Thursday, 16 August 2012

Soybean futures better bet than corn, banks say

15th Aug 2012, by Agrimoney
Soybean futures look a better bet than corn futures, analysts at both Australia & New Zealand Bank and Societe Generale said, despite ideas that improved weather is reviving US soybean yields.

The failure of Chicago corn prices to rise - despite a cut on Friday of more than 20 bushels per acre, to 123.4 bushels per acre in the US Department of Agriculture's forecast for the crop - "is telling", ANZ analysts said.

"Short-term event risk for grains has diminished," the bank said, noting that, with the crop's vulnerable pollination period now all but over, "the key period determining US corn yields has passed".

"With a lull in catalysts now likely over the next month until the September USDA report and current weak US Gulf corn basis, grain prices are likely to have peaked for the current quarter."

Demand hits

Separately, Societe Generale lowered to "neutral" its rating on corn futures, cautioning over the prospect of reduced demand from ethanol plants as the US summer driving season ends, leaving "an already weak US domestic gasoline market is set to see seasonally lower demand into year-end".

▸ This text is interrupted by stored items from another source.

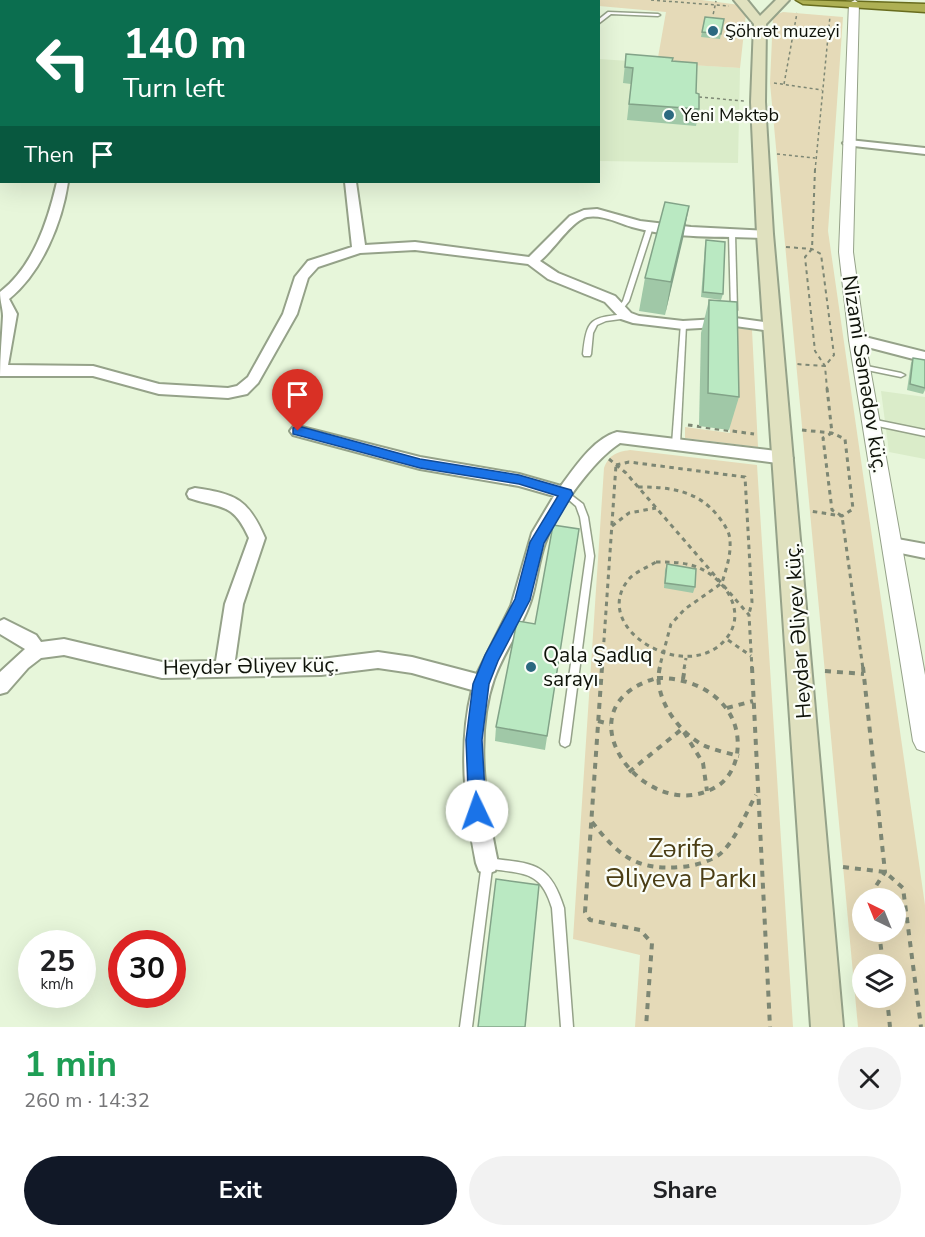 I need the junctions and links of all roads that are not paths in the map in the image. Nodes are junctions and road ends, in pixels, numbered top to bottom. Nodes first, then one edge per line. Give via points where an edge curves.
1 (783, 0) edge
2 (813, 0) edge
3 (854, 2) edge
4 (737, 3) edge
5 (800, 6) edge
6 (925, 9) edge
7 (658, 15) dead end
8 (600, 22) edge
9 (760, 22) junction
10 (849, 143) junction
11 (925, 151) edge
12 (62, 183) edge
13 (350, 183) edge
14 (650, 226) junction
15 (732, 234) junction
16 (765, 234) junction
17 (359, 249) junction
18 (532, 261) junction
19 (1, 298) edge
20 (734, 310) edge
21 (623, 312) junction
22 (682, 325) junction
23 (772, 327) junction
24 (858, 340) junction
25 (588, 354) dead end
26 (925, 357) edge
27 (862, 368) junction
28 (1, 370) edge
29 (901, 375) dead end
30 (871, 422) junction
31 (298, 431) dead end
32 (925, 433) edge
33 (676, 444) junction
34 (785, 458) junction
35 (195, 494) dead end
36 (566, 494) junction
37 (892, 545) junction
38 (925, 551) edge
39 (4, 627) dead end
40 (37, 651) junction
41 (224, 669) junction
42 (481, 684) junction
43 (0, 686) edge
44 (925, 741) edge
45 (565, 742) dead end
46 (487, 863) junction
47 (466, 1027) edge
48 (567, 1027) edge
49 (827, 1027) edge

1 - 9 main road
2 - 3 highway
2 - 5 highway
3 - 6 highway
3 - 10 street, Nizami Səmədov küç.
4 - 9 main road
7 - 8 lane via 610,14
9 - 16 main road, Heydər Əliyev küç. via 758,102
10 - 11 street
10 - 24 street, Nizami Səmədov küç. via 846,252
12 - 19 street via 58,208 24,277
13 - 17 street
14 - 15 street
14 - 18 street via 597,213 584,214
14 - 21 lane
15 - 16 street
15 - 20 lane
16 - 23 main road, Heydər Əliyev küç.
17 - 18 street via 415,246
17 - 28 street via 313,264 302,277 290,314 253,381 242,390 228,393 159,389 93,371
18 - 21 street via 553,276 597,292
19 - 28 street via 10,314
21 - 22 street via 658,324
21 - 25 lane via 592,324
22 - 23 street via 735,322
22 - 33 lane
23 - 34 main road, Heydər Əliyev küç.
24 - 26 street
24 - 27 street, Nizami Səmədov küç.
27 - 29 lane
27 - 30 street, Nizami Səmədov küç.
30 - 32 lane
30 - 37 street, Nizami Səmədov küç.
31 - 36 street via 420,463 519,480
33 - 34 street
33 - 36 street via 617,437 601,447
34 - 49 main road, Heydər Əliyev küç.
35 - 41 street via 227,499 246,513 257,538 234,604
36 - 42 street via 537,542 523,600
36 - 45 lane via 582,511 590,556
37 - 38 street
37 - 44 street, Nizami Səmədov küç.
39 - 40 street via 30,641
40 - 41 street, Heydər Əliyev küç. via 64,647 162,670
40 - 43 street
41 - 42 street, Heydər Əliyev küç. via 321,667 378,660
42 - 46 street via 474,740 477,811
46 - 47 lane
46 - 48 lane via 533,871 547,878 554,890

Furthermore, export demand has "severely waned", sapped by corn prices which remain at historically-elevated levels and by competition from Brazil, where farmers have enjoyed a record harvest of safrinha, or second crop, corn.

"Basis at the US Gulf has dropped dramatically in recent weeks with no meaningful end in sight," SocGen analyst Christopher Narayanan said, adding that "Brazilian corn remains the most competitively-priced origin".

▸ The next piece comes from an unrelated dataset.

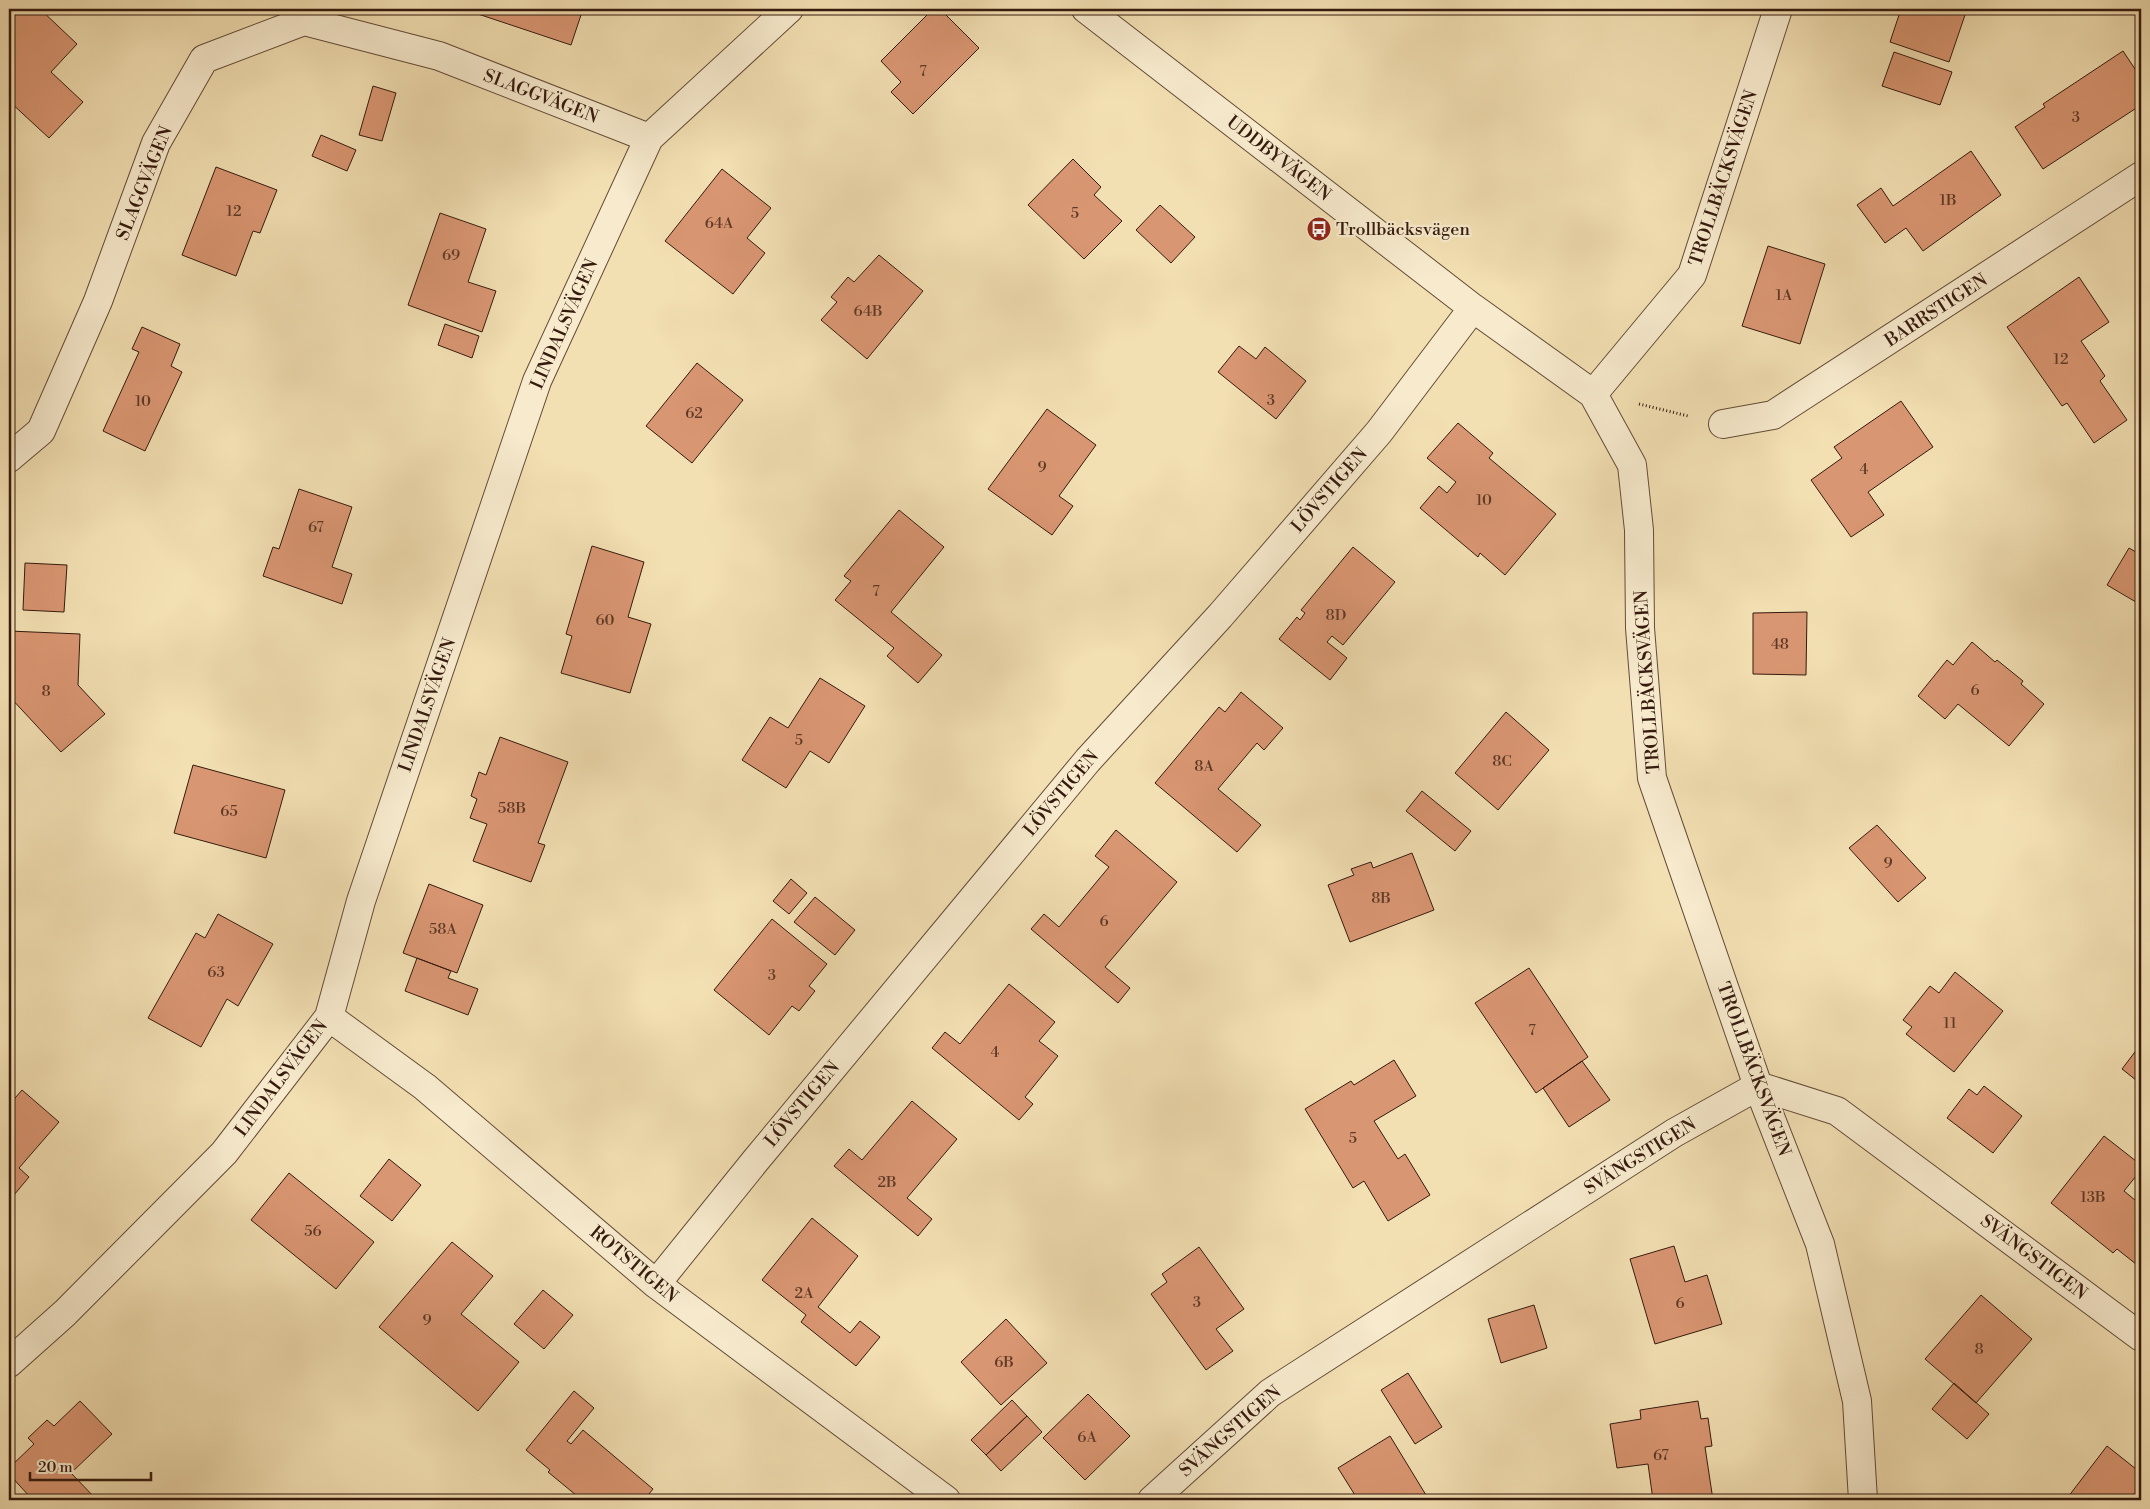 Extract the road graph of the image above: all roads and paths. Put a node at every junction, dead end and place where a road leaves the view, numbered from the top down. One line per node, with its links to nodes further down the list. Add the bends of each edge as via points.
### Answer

And the experience of futures in previous years of disappointing corn crops suggested that declines in corn prices may lie ahead.

"It is interesting to note, especially in 1988 and 1996, that the December [Chicago corn] contract typically saw an end-of-summer high and factored in demand destruction into year-end, taking pressure off prices."

'Rationing not apparent'

However, SocGen remained upbeat over prospects for soybeans, noting resilient exports, and strong domestic demand evident in industry data on Tuesday showing a bigger-than-expected US crush last month, of 137.4m bushels.

"Soymeal demand remains strong," Mr Narayan said, flagging the boost from weakened supplies of distillers' grains, a byproduct of ethanol production used as a high protein feed, and whose output has waned with US manufacture of the biofuel.

"We continue to monitor the cash soybean market for signs of demand rationing.

"Given the fact that such an indication is not yet apparent, we remain bullish on soybean prices and, in our view, the highs are not yet in."

'May be misjudging drought impact'

The comments contrast with caution among investors, amid ideas of reviving US soybean yield potential, after rains fostered an uptick in the official condition rating of the domestic crop in the week to Sunday, the first upgrade since this season's ratings began two months ago.

"The corn market seems confident that poor yield reports will continue, while soybean traders are more guarded on how new crop soy yields will track relative to expectations," Richard Feltes at broker RJ O'Brien said.

However, ANZ said that the "market may be misjudging US drought impact" on soybeans, and recommended investors "to position for the next upward leg" in prices.

"The market needs to ration a record amount of supply before the next South American crop in early 2012. We maintain a bullish outlook for soybeans," the bank said.